Prosegue la ripresa del dollaro australiano, valuta sulla quale avevo già acceso diversi focus nei mesi scorsi perché capace di fornire degli incoraggianti segnali di inversione tecnica, poi rivelatosi corretti. Gli eventi delle ultime ora stanno portando un pò di vendite sugli asset più ciclici come appunto l'AUD, ma al momento questo non cambia l'impostazione tecnica.
Il dato di inflazione di gennaio ha dato una ulteriore spinto all’Aussie che ha superato anche quota 0,71 contro dollaro. L’inflazione australiana salita su base annua al 3,8% (con il dato core al 3,4%) conferma la necessità di una linea "hawkish" sui tassi da parte della Banca centrale (RBA) che addirittura si aspetta nel secondo trimestre 2026 un livello superiore al 4%. Solo a fine 2027 il rientro nel range obiettivo 2-3% dei prezzi al consumo. Immediata la corsa del mercato a comprare dollari australiani in previsione di nuovi rialzi nei tassi.
Il 29 aprile conosceremo il dato dell’inflazione del primo trimestre, il 5 maggio ci sarà il meeting della Banca centrale dove presumibilmente il costo del denaro verrà portato al 4,1% con un aumento di 25 punti base.
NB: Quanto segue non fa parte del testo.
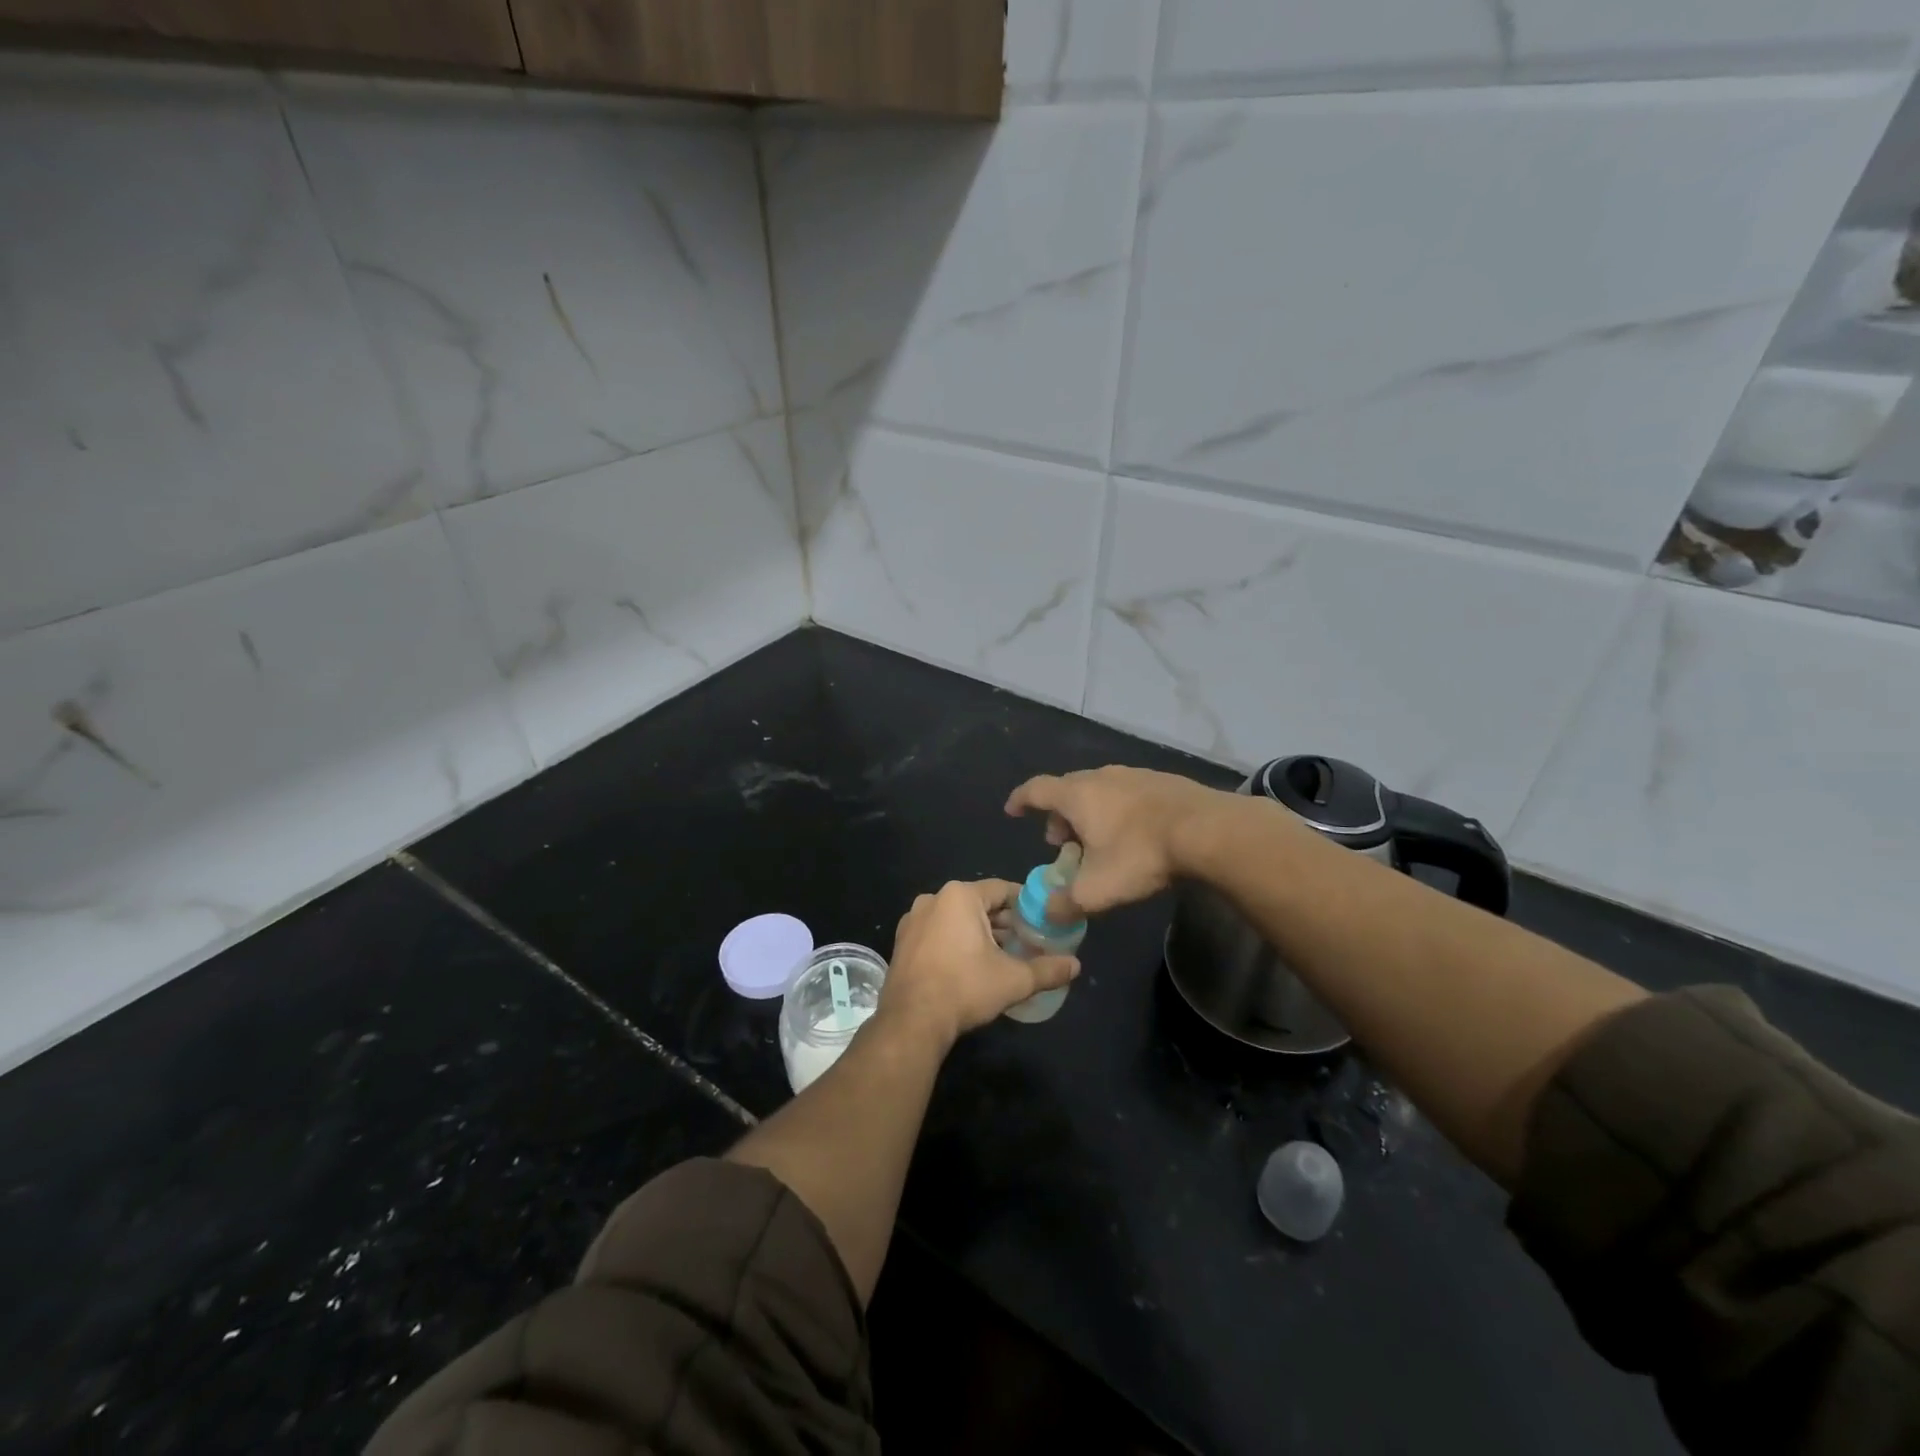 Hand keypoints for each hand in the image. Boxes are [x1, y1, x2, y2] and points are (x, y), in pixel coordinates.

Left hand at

In divergenza o quanto meno in allontanamento dalla politica statica di FED e BCE. E non a caso il rally del dollaro australiano si è fatto ancora più intenso dopo la notizia.
EUR/AUD in direzione 1,6, AUD/USD in fase "bullish"
Per quello che riguarda EUR/AUD il grafico parla chiaro. Sta per cedere una importante linea di supporto critica che unisce i minimi del 2022 e del 2024. Dopo aver ripetutamente tentato di valicare le resistenze di area 1,80 il cross ha ripiegato andando ad abbattere la up trend line in transito a 1,67. Un cedimento definitivo porterebbe il cross fino a 1,60 almeno, coincidente con il 61,8% di ritracciamento dell’intero rialzo 2022-2025.

Andando su AUD/USD, qui viene messo a nudo in modo più evidente il cambio di scenario con il dollaro americano in caduta da diverse settimane consecutive, prima della reazione post attacco all'Iran.

La violazione della down trend line a 0,66 prima e poi quella definitiva del delicato livello di 0,70 poi (ma ora ci siamo ritornati), hanno confermato l’avvio di una fase bullish che in prospettiva potrebbe avere l’ambizione di andare addirittura a testare le zone di resistenza comprese tra 0,78 e 0,80. Confermando non solo la divergenza tra politiche monetarie, ma anche un proseguimento del periodo positivo di commodity e e mercati emergenti da sempre strettamente correlati con il dollaro australiano.
AUD che risulta in trend bullish anche contro il sempre solido franco svizzero confermando una forza relativa che dovrebbe avere ancora spazio davanti per spingere più in alto il valore della divisa Pacifica.